### What the exercise asks
Nothing but the pictures is dropped; write out all the remaining data below exactly.

Stored records

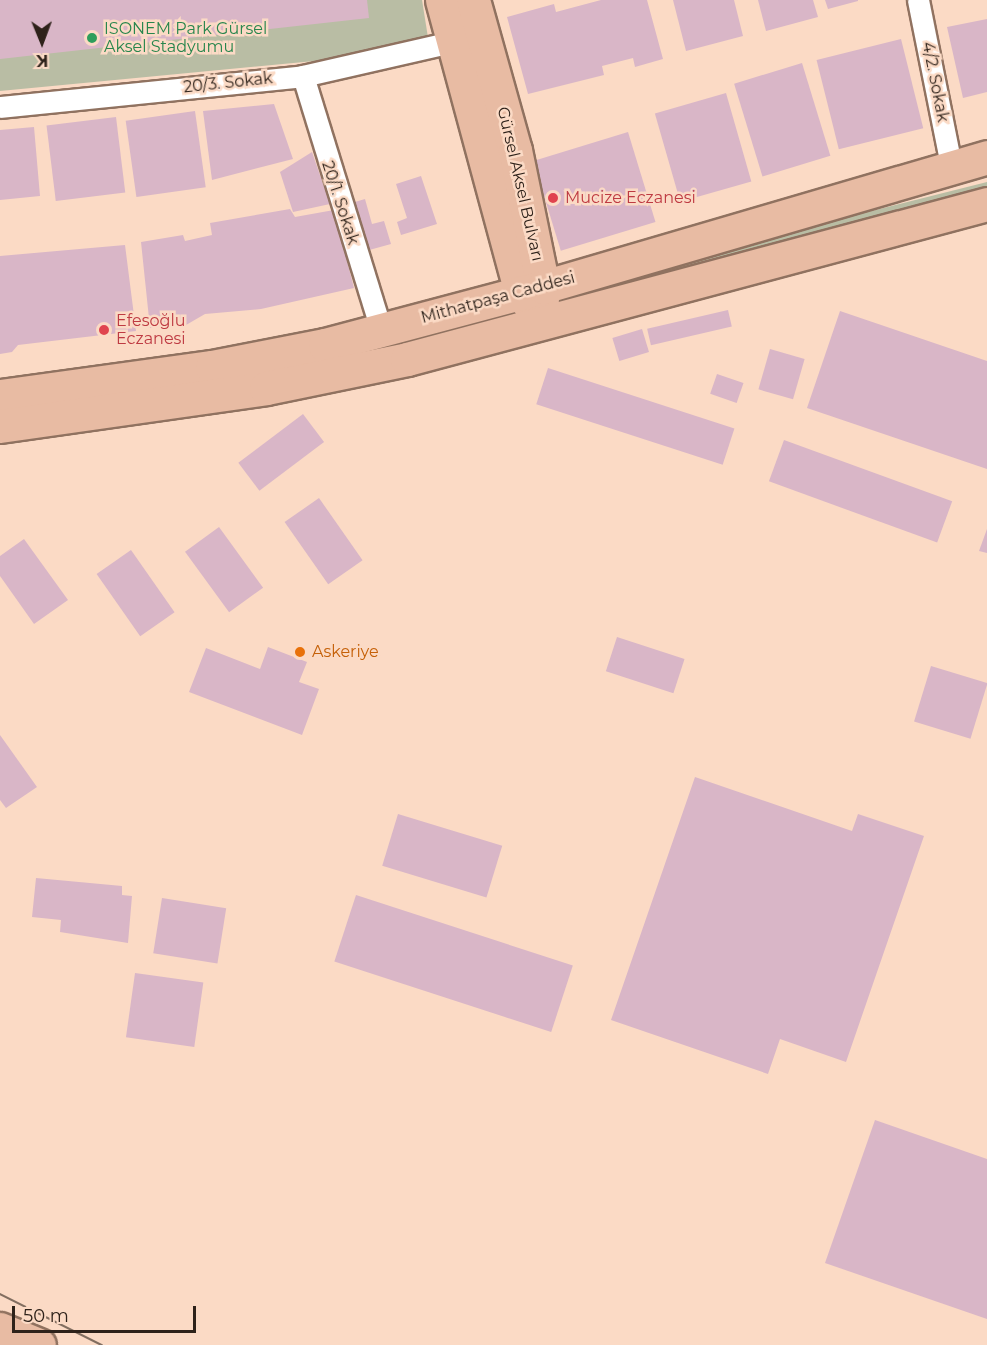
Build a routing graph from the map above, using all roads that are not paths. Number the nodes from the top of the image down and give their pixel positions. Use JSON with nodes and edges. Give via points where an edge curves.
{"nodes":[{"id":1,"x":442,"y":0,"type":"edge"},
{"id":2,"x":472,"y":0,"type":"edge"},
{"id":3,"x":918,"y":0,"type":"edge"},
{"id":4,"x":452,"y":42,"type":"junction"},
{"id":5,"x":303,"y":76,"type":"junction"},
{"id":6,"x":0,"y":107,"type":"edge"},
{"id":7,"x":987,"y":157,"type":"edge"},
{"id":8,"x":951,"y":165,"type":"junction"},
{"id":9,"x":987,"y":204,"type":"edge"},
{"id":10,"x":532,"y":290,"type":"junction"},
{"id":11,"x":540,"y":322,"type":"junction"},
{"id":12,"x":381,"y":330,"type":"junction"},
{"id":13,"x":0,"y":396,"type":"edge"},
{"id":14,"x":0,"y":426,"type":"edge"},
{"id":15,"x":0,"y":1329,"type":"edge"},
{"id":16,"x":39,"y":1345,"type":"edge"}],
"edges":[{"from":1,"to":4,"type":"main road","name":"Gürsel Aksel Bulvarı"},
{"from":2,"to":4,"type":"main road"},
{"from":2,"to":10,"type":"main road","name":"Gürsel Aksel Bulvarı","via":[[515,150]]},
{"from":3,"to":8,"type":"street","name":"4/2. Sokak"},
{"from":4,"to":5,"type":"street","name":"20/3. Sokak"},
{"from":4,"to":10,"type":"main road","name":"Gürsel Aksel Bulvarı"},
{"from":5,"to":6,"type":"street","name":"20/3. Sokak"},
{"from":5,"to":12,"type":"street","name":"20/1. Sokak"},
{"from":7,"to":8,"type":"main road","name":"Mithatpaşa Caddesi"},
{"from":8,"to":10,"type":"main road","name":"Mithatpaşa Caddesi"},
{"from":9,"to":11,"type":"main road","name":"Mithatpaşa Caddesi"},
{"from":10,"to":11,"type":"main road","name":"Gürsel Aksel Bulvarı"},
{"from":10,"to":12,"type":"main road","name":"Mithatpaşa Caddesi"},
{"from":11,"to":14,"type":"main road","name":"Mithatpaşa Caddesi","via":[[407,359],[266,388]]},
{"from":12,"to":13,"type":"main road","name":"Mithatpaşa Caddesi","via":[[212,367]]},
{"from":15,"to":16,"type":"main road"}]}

### Written solution
Build a routing graph from the map above, using all roads that are not paths. Number the nodes from the top of the image down and give their pixel positions. Use JSON with nodes and edges. Give via points where an edge curves.
{"nodes":[{"id":1,"x":442,"y":0,"type":"edge"},
{"id":2,"x":472,"y":0,"type":"edge"},
{"id":3,"x":918,"y":0,"type":"edge"},
{"id":4,"x":452,"y":42,"type":"junction"},
{"id":5,"x":303,"y":76,"type":"junction"},
{"id":6,"x":0,"y":107,"type":"edge"},
{"id":7,"x":987,"y":157,"type":"edge"},
{"id":8,"x":951,"y":165,"type":"junction"},
{"id":9,"x":987,"y":204,"type":"edge"},
{"id":10,"x":532,"y":290,"type":"junction"},
{"id":11,"x":540,"y":322,"type":"junction"},
{"id":12,"x":381,"y":330,"type":"junction"},
{"id":13,"x":0,"y":396,"type":"edge"},
{"id":14,"x":0,"y":426,"type":"edge"},
{"id":15,"x":0,"y":1329,"type":"edge"},
{"id":16,"x":39,"y":1345,"type":"edge"}],
"edges":[{"from":1,"to":4,"type":"main road","name":"Gürsel Aksel Bulvarı"},
{"from":2,"to":4,"type":"main road"},
{"from":2,"to":10,"type":"main road","name":"Gürsel Aksel Bulvarı","via":[[515,150]]},
{"from":3,"to":8,"type":"street","name":"4/2. Sokak"},
{"from":4,"to":5,"type":"street","name":"20/3. Sokak"},
{"from":4,"to":10,"type":"main road","name":"Gürsel Aksel Bulvarı"},
{"from":5,"to":6,"type":"street","name":"20/3. Sokak"},
{"from":5,"to":12,"type":"street","name":"20/1. Sokak"},
{"from":7,"to":8,"type":"main road","name":"Mithatpaşa Caddesi"},
{"from":8,"to":10,"type":"main road","name":"Mithatpaşa Caddesi"},
{"from":9,"to":11,"type":"main road","name":"Mithatpaşa Caddesi"},
{"from":10,"to":11,"type":"main road","name":"Gürsel Aksel Bulvarı"},
{"from":10,"to":12,"type":"main road","name":"Mithatpaşa Caddesi"},
{"from":11,"to":14,"type":"main road","name":"Mithatpaşa Caddesi","via":[[407,359],[266,388]]},
{"from":12,"to":13,"type":"main road","name":"Mithatpaşa Caddesi","via":[[212,367]]},
{"from":15,"to":16,"type":"main road"}]}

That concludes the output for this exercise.